_Excerpted data_:

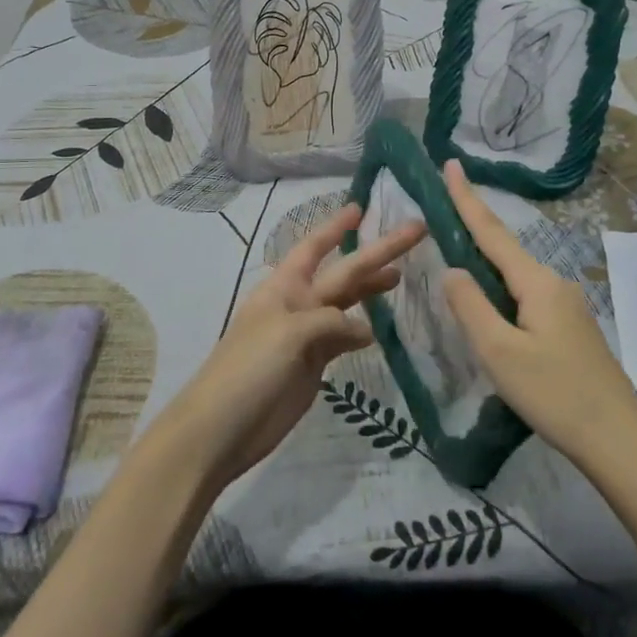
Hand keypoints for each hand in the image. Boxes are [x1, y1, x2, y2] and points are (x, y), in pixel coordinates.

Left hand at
---
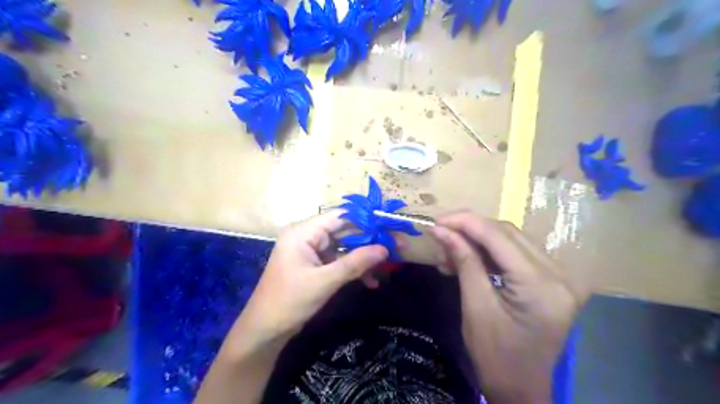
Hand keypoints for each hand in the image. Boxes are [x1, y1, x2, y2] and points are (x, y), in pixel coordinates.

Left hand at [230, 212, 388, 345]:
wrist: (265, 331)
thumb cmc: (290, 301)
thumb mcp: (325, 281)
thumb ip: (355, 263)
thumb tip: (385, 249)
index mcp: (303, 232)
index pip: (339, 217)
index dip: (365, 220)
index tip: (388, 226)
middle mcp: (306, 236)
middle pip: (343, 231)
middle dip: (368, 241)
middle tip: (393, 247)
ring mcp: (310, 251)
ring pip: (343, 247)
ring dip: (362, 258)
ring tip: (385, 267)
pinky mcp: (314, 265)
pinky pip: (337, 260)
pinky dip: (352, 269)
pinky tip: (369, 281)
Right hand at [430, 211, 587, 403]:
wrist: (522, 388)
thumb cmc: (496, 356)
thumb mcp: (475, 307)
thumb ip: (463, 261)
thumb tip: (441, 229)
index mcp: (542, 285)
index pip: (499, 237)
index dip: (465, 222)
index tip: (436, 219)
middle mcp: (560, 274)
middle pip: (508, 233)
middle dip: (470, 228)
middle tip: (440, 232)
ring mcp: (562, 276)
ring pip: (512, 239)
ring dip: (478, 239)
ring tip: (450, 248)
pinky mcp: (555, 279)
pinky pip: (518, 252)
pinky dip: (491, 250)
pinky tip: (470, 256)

_Work instruction_:
Since only part of the listing is wanted, copy exactly the lines from the one holding "index mcp: (303, 232)" to the one holding "thumb tip: (441, 229)", both included.

_Your response_:
index mcp: (303, 232)
index pip: (339, 217)
index dip: (365, 220)
index tip: (388, 226)
middle mcp: (306, 236)
middle pip: (343, 231)
middle dip: (368, 241)
middle tip: (393, 247)
ring mcp: (310, 251)
ring pip: (343, 247)
ring dip: (362, 258)
ring tip: (385, 267)
pinky mcp: (314, 265)
pinky pip: (337, 260)
pinky dip: (352, 269)
pinky tip: (369, 281)
Right hand at [430, 211, 587, 403]:
wrist: (522, 388)
thumb cmc: (496, 356)
thumb mcp: (475, 307)
thumb ip: (463, 261)
thumb tip: (441, 229)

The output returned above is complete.